• _Your goal_
The lines below should be written out again in full, exactly as they are.

• _Source information_
[Start of section]
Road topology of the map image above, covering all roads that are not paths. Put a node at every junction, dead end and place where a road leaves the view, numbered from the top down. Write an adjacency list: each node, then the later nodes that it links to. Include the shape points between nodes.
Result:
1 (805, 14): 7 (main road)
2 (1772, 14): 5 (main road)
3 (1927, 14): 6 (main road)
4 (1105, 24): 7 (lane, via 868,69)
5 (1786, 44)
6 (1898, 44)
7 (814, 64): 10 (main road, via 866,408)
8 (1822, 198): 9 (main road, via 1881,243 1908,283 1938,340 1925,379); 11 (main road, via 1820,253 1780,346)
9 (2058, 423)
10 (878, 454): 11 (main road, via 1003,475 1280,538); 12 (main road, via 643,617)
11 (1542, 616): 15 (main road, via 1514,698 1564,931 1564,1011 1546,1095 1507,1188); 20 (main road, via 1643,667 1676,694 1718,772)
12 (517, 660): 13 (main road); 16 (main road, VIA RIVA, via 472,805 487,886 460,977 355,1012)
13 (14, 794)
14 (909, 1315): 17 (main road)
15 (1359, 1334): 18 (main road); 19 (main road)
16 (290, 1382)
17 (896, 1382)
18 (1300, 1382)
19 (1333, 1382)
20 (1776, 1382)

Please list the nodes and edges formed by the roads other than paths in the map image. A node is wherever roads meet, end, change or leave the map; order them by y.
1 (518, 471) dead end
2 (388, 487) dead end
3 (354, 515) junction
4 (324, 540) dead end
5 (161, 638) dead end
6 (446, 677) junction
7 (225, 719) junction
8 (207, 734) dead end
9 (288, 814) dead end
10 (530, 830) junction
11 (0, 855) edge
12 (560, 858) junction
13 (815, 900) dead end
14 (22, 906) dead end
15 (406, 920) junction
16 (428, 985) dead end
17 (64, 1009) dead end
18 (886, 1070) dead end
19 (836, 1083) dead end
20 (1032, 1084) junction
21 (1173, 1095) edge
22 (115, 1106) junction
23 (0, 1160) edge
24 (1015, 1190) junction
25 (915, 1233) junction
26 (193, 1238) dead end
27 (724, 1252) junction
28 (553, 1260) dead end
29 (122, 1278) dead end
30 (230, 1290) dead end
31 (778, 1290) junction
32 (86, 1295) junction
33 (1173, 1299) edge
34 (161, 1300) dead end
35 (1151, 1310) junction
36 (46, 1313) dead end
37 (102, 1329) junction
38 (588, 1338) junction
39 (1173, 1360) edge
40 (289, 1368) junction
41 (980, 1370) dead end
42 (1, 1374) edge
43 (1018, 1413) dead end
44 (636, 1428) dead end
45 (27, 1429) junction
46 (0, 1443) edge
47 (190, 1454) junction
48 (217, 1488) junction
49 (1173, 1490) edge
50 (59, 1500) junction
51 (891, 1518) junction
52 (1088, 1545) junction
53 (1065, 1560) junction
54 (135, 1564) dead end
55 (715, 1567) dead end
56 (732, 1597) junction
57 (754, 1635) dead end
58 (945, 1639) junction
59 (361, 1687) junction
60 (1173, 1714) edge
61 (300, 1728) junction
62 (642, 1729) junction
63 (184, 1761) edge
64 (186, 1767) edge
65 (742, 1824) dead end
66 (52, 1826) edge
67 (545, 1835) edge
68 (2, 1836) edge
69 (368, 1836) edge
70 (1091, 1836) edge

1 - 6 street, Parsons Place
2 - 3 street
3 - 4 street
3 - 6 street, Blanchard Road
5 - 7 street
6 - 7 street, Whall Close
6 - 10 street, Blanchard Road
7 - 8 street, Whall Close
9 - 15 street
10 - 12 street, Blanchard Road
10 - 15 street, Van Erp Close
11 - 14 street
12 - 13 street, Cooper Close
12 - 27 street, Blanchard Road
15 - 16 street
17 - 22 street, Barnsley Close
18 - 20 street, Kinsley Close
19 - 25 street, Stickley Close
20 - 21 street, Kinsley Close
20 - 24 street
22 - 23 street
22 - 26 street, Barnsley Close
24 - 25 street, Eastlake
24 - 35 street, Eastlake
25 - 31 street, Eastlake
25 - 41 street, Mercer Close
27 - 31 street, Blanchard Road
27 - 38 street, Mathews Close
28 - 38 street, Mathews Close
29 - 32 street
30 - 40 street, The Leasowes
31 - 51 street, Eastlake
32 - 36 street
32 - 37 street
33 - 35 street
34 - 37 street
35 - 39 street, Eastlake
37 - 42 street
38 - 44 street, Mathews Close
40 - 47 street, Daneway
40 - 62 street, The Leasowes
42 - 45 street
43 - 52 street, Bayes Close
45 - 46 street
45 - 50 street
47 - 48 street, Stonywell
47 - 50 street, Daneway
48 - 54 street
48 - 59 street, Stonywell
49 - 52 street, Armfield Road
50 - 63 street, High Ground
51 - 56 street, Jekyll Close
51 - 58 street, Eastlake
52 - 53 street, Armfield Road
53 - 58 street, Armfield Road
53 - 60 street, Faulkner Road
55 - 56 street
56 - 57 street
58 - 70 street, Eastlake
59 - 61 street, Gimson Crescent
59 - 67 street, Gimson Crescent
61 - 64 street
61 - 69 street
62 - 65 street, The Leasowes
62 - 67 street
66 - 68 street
[End of section]
• _Task result_
Road topology of the map image above, covering all roads that are not paths. Put a node at every junction, dead end and place where a road leaves the view, numbered from the top down. Write an adjacency list: each node, then the later nodes that it links to. Include the shape points between nodes.
Result:
1 (805, 14): 7 (main road)
2 (1772, 14): 5 (main road)
3 (1927, 14): 6 (main road)
4 (1105, 24): 7 (lane, via 868,69)
5 (1786, 44)
6 (1898, 44)
7 (814, 64): 10 (main road, via 866,408)
8 (1822, 198): 9 (main road, via 1881,243 1908,283 1938,340 1925,379); 11 (main road, via 1820,253 1780,346)
9 (2058, 423)
10 (878, 454): 11 (main road, via 1003,475 1280,538); 12 (main road, via 643,617)
11 (1542, 616): 15 (main road, via 1514,698 1564,931 1564,1011 1546,1095 1507,1188); 20 (main road, via 1643,667 1676,694 1718,772)
12 (517, 660): 13 (main road); 16 (main road, VIA RIVA, via 472,805 487,886 460,977 355,1012)
13 (14, 794)
14 (909, 1315): 17 (main road)
15 (1359, 1334): 18 (main road); 19 (main road)
16 (290, 1382)
17 (896, 1382)
18 (1300, 1382)
19 (1333, 1382)
20 (1776, 1382)

Please list the nodes and edges formed by the roads other than paths in the map image. A node is wherever roads meet, end, change or leave the map; order them by y.
1 (518, 471) dead end
2 (388, 487) dead end
3 (354, 515) junction
4 (324, 540) dead end
5 (161, 638) dead end
6 (446, 677) junction
7 (225, 719) junction
8 (207, 734) dead end
9 (288, 814) dead end
10 (530, 830) junction
11 (0, 855) edge
12 (560, 858) junction
13 (815, 900) dead end
14 (22, 906) dead end
15 (406, 920) junction
16 (428, 985) dead end
17 (64, 1009) dead end
18 (886, 1070) dead end
19 (836, 1083) dead end
20 (1032, 1084) junction
21 (1173, 1095) edge
22 (115, 1106) junction
23 (0, 1160) edge
24 (1015, 1190) junction
25 (915, 1233) junction
26 (193, 1238) dead end
27 (724, 1252) junction
28 (553, 1260) dead end
29 (122, 1278) dead end
30 (230, 1290) dead end
31 (778, 1290) junction
32 (86, 1295) junction
33 (1173, 1299) edge
34 (161, 1300) dead end
35 (1151, 1310) junction
36 (46, 1313) dead end
37 (102, 1329) junction
38 (588, 1338) junction
39 (1173, 1360) edge
40 (289, 1368) junction
41 (980, 1370) dead end
42 (1, 1374) edge
43 (1018, 1413) dead end
44 (636, 1428) dead end
45 (27, 1429) junction
46 (0, 1443) edge
47 (190, 1454) junction
48 (217, 1488) junction
49 (1173, 1490) edge
50 (59, 1500) junction
51 (891, 1518) junction
52 (1088, 1545) junction
53 (1065, 1560) junction
54 (135, 1564) dead end
55 (715, 1567) dead end
56 (732, 1597) junction
57 (754, 1635) dead end
58 (945, 1639) junction
59 (361, 1687) junction
60 (1173, 1714) edge
61 (300, 1728) junction
62 (642, 1729) junction
63 (184, 1761) edge
64 (186, 1767) edge
65 (742, 1824) dead end
66 (52, 1826) edge
67 (545, 1835) edge
68 (2, 1836) edge
69 (368, 1836) edge
70 (1091, 1836) edge

1 - 6 street, Parsons Place
2 - 3 street
3 - 4 street
3 - 6 street, Blanchard Road
5 - 7 street
6 - 7 street, Whall Close
6 - 10 street, Blanchard Road
7 - 8 street, Whall Close
9 - 15 street
10 - 12 street, Blanchard Road
10 - 15 street, Van Erp Close
11 - 14 street
12 - 13 street, Cooper Close
12 - 27 street, Blanchard Road
15 - 16 street
17 - 22 street, Barnsley Close
18 - 20 street, Kinsley Close
19 - 25 street, Stickley Close
20 - 21 street, Kinsley Close
20 - 24 street
22 - 23 street
22 - 26 street, Barnsley Close
24 - 25 street, Eastlake
24 - 35 street, Eastlake
25 - 31 street, Eastlake
25 - 41 street, Mercer Close
27 - 31 street, Blanchard Road
27 - 38 street, Mathews Close
28 - 38 street, Mathews Close
29 - 32 street
30 - 40 street, The Leasowes
31 - 51 street, Eastlake
32 - 36 street
32 - 37 street
33 - 35 street
34 - 37 street
35 - 39 street, Eastlake
37 - 42 street
38 - 44 street, Mathews Close
40 - 47 street, Daneway
40 - 62 street, The Leasowes
42 - 45 street
43 - 52 street, Bayes Close
45 - 46 street
45 - 50 street
47 - 48 street, Stonywell
47 - 50 street, Daneway
48 - 54 street
48 - 59 street, Stonywell
49 - 52 street, Armfield Road
50 - 63 street, High Ground
51 - 56 street, Jekyll Close
51 - 58 street, Eastlake
52 - 53 street, Armfield Road
53 - 58 street, Armfield Road
53 - 60 street, Faulkner Road
55 - 56 street
56 - 57 street
58 - 70 street, Eastlake
59 - 61 street, Gimson Crescent
59 - 67 street, Gimson Crescent
61 - 64 street
61 - 69 street
62 - 65 street, The Leasowes
62 - 67 street
66 - 68 street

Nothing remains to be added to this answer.